─── Extracted records ───

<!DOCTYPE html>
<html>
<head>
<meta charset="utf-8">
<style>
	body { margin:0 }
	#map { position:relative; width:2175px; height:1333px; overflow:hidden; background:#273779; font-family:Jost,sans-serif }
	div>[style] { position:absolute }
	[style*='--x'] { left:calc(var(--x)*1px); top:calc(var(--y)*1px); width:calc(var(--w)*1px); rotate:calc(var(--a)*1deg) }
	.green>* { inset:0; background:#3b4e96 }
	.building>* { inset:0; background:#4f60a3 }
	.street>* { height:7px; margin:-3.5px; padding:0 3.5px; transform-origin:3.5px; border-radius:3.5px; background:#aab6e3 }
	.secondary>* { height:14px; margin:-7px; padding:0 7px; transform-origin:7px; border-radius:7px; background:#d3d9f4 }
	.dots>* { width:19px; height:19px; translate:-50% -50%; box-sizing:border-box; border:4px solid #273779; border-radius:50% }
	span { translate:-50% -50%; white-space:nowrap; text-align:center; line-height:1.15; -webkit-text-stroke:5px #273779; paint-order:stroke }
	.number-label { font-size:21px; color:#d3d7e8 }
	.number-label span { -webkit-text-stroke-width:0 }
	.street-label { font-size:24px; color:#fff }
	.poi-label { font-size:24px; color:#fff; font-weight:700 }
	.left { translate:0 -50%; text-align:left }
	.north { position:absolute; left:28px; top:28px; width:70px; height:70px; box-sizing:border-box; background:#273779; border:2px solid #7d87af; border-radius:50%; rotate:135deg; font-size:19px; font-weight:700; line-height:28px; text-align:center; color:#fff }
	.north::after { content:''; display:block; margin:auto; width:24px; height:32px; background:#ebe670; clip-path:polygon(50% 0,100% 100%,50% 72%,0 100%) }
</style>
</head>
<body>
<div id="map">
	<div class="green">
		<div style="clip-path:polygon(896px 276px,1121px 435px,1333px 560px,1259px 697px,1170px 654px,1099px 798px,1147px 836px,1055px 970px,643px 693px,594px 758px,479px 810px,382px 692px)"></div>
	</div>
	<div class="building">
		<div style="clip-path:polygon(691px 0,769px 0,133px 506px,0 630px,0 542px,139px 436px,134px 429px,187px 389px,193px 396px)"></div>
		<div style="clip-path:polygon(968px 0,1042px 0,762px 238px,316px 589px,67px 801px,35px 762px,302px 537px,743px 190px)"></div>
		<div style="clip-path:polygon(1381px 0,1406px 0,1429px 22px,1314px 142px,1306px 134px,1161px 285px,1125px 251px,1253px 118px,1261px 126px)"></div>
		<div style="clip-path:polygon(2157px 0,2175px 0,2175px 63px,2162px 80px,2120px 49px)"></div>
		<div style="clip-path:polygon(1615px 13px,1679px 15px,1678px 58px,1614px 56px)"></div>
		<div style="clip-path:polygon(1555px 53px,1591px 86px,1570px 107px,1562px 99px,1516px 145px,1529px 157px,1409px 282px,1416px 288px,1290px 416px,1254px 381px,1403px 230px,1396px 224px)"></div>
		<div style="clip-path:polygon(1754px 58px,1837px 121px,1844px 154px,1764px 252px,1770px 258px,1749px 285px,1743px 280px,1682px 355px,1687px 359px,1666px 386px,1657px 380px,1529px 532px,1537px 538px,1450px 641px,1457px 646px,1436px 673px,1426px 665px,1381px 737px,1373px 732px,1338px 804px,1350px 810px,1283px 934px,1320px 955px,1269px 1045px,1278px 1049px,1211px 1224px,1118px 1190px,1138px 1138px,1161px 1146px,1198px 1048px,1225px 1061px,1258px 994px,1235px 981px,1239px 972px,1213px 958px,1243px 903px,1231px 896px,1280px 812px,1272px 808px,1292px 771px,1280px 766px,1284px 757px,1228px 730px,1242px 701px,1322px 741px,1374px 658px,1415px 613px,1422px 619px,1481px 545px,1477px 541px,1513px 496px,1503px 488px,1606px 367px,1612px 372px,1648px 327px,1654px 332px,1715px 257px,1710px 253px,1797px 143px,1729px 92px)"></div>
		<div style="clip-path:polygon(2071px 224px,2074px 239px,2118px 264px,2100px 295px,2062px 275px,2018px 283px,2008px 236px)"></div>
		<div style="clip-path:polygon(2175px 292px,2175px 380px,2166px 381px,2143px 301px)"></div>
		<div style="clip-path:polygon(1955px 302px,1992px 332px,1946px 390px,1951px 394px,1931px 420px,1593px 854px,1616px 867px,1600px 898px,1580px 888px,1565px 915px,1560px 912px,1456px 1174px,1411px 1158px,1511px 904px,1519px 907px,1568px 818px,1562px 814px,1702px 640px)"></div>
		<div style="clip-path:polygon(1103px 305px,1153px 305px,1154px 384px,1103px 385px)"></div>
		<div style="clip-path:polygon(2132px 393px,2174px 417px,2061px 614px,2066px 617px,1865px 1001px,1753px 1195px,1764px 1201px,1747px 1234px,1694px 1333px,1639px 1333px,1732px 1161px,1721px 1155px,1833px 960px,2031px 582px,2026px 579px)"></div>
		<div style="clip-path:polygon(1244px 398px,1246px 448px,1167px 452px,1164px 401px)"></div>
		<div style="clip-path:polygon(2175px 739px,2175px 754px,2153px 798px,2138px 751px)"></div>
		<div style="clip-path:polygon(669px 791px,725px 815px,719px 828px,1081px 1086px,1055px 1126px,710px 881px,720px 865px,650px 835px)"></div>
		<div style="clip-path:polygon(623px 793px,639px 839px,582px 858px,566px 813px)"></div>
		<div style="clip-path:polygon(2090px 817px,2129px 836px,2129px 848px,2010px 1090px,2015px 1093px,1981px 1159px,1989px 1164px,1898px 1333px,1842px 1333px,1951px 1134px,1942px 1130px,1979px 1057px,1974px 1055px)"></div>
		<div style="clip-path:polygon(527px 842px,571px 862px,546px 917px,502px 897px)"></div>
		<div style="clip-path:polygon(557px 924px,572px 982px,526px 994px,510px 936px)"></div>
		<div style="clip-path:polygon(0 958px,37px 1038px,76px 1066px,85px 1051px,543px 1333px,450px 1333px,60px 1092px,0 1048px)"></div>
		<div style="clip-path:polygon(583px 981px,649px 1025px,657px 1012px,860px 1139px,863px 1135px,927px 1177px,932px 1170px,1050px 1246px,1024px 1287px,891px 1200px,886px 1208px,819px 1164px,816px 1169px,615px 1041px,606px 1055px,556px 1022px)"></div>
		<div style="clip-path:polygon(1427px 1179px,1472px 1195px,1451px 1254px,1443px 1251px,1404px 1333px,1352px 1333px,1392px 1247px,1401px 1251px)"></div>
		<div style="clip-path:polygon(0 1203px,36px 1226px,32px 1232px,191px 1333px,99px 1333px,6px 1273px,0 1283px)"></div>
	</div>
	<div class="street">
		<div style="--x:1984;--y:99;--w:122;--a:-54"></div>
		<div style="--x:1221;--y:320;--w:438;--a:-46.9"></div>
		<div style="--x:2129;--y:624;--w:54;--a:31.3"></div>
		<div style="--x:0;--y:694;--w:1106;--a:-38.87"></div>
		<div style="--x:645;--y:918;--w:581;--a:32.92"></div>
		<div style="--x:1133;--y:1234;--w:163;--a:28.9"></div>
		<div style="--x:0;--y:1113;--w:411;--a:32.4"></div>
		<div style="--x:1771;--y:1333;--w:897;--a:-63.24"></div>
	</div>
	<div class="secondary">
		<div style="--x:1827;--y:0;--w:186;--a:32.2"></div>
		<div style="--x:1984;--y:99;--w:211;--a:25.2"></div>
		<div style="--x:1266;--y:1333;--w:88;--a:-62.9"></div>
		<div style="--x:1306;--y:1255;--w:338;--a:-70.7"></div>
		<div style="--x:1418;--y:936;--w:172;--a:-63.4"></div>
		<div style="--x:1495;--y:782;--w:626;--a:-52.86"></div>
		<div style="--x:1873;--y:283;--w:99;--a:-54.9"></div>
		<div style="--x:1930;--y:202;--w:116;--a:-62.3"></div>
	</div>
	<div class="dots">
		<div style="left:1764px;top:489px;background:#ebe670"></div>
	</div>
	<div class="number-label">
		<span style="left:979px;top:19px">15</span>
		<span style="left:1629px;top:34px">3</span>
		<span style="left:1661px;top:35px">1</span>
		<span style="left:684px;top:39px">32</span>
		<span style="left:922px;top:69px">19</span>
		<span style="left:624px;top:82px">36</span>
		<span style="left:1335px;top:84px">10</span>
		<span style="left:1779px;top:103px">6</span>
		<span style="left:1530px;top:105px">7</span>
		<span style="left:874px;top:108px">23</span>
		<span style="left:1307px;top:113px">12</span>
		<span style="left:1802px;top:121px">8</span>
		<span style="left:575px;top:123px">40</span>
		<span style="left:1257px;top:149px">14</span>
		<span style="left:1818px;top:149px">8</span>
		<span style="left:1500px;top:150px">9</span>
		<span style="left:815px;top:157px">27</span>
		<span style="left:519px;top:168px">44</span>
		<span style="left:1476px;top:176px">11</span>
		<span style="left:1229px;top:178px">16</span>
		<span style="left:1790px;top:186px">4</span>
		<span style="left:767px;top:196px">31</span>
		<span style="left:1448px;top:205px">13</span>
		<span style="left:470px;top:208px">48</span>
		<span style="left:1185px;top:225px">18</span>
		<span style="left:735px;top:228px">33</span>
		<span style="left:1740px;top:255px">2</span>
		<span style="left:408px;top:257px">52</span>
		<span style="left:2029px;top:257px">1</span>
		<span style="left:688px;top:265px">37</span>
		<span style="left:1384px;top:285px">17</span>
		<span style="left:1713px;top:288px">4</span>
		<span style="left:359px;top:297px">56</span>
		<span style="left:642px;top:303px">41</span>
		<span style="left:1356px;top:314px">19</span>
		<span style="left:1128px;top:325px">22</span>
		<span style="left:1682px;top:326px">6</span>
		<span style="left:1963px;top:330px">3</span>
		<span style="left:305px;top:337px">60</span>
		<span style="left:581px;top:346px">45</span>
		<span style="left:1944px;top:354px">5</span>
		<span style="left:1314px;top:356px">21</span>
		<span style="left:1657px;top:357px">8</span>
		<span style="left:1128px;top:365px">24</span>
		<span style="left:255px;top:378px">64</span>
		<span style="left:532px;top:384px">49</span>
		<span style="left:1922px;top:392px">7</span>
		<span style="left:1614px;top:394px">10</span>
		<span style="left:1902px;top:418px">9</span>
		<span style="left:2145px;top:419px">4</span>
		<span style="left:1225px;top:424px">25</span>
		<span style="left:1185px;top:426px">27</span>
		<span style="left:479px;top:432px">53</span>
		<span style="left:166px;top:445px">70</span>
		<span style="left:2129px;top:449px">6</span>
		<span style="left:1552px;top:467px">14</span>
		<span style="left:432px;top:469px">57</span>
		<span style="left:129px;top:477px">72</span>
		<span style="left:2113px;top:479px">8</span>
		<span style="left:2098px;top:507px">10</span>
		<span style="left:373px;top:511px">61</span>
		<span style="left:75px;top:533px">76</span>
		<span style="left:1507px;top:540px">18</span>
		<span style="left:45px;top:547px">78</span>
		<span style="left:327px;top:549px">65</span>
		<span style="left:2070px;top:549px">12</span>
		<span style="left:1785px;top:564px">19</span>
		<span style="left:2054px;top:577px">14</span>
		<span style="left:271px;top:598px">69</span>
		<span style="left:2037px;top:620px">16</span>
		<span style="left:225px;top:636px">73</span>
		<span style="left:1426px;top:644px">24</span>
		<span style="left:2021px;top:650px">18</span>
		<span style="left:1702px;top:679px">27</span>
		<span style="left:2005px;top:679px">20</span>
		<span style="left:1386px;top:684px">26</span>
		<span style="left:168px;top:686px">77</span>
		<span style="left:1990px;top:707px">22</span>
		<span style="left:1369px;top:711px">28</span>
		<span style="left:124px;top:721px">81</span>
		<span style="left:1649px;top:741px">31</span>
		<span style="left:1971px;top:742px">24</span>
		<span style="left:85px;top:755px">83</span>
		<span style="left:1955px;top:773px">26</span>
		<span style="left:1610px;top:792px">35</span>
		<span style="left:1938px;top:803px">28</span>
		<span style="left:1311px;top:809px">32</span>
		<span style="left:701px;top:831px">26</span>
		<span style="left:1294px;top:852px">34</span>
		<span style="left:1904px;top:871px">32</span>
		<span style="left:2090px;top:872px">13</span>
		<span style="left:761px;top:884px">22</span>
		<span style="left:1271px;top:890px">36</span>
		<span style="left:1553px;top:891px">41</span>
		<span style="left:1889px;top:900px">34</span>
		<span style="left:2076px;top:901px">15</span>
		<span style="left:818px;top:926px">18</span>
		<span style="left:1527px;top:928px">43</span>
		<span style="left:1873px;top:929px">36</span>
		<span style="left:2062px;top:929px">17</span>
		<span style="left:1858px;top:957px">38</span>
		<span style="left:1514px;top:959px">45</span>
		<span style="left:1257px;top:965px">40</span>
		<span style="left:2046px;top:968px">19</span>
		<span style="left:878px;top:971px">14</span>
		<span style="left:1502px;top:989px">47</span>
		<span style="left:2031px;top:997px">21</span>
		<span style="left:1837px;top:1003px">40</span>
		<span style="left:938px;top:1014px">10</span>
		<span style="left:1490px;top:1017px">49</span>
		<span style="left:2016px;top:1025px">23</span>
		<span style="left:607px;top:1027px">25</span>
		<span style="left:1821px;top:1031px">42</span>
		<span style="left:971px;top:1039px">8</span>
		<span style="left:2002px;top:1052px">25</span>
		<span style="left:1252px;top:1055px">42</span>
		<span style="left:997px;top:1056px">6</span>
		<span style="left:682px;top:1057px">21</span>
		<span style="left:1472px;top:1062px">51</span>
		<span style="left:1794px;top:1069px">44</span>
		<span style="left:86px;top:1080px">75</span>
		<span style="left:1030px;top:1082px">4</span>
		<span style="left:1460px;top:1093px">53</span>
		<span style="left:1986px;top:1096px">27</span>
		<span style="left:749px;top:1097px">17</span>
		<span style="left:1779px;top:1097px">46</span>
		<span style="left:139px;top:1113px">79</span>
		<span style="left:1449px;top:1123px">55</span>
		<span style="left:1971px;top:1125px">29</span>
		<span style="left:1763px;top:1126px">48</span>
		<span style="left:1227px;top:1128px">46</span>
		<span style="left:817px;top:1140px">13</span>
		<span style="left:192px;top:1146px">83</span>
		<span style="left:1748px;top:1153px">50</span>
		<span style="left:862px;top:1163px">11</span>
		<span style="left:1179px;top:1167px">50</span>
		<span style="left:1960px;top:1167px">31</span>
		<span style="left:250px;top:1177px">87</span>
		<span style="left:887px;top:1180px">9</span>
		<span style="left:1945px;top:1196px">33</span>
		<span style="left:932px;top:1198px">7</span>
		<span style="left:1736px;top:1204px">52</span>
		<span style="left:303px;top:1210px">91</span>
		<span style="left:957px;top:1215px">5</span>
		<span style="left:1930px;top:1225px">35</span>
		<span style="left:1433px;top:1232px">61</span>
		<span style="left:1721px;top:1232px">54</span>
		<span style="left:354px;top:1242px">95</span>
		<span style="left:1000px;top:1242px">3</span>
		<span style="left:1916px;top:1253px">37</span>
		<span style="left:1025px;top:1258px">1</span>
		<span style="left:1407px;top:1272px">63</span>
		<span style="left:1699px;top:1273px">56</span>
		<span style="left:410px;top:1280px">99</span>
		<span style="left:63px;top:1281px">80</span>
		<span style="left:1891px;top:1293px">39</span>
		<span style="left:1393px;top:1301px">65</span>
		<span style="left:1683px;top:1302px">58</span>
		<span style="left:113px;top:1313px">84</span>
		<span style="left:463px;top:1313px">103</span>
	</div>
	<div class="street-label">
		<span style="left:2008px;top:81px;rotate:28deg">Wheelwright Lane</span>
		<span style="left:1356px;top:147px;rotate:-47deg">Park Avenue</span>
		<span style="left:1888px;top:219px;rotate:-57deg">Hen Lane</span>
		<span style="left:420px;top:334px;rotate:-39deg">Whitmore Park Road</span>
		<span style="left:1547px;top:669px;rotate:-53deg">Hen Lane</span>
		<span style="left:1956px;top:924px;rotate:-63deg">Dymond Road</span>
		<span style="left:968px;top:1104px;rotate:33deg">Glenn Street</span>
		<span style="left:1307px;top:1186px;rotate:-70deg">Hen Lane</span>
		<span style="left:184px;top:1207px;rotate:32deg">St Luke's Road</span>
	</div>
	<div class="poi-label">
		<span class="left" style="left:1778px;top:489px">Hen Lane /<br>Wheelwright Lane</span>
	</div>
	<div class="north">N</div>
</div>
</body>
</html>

───

Your instructions → The required answer is each line of the entries containing the string "number".

Written solution →
	.number-label { font-size:21px; color:#d3d7e8 }
	.number-label span { -webkit-text-stroke-width:0 }
	<div class="number-label">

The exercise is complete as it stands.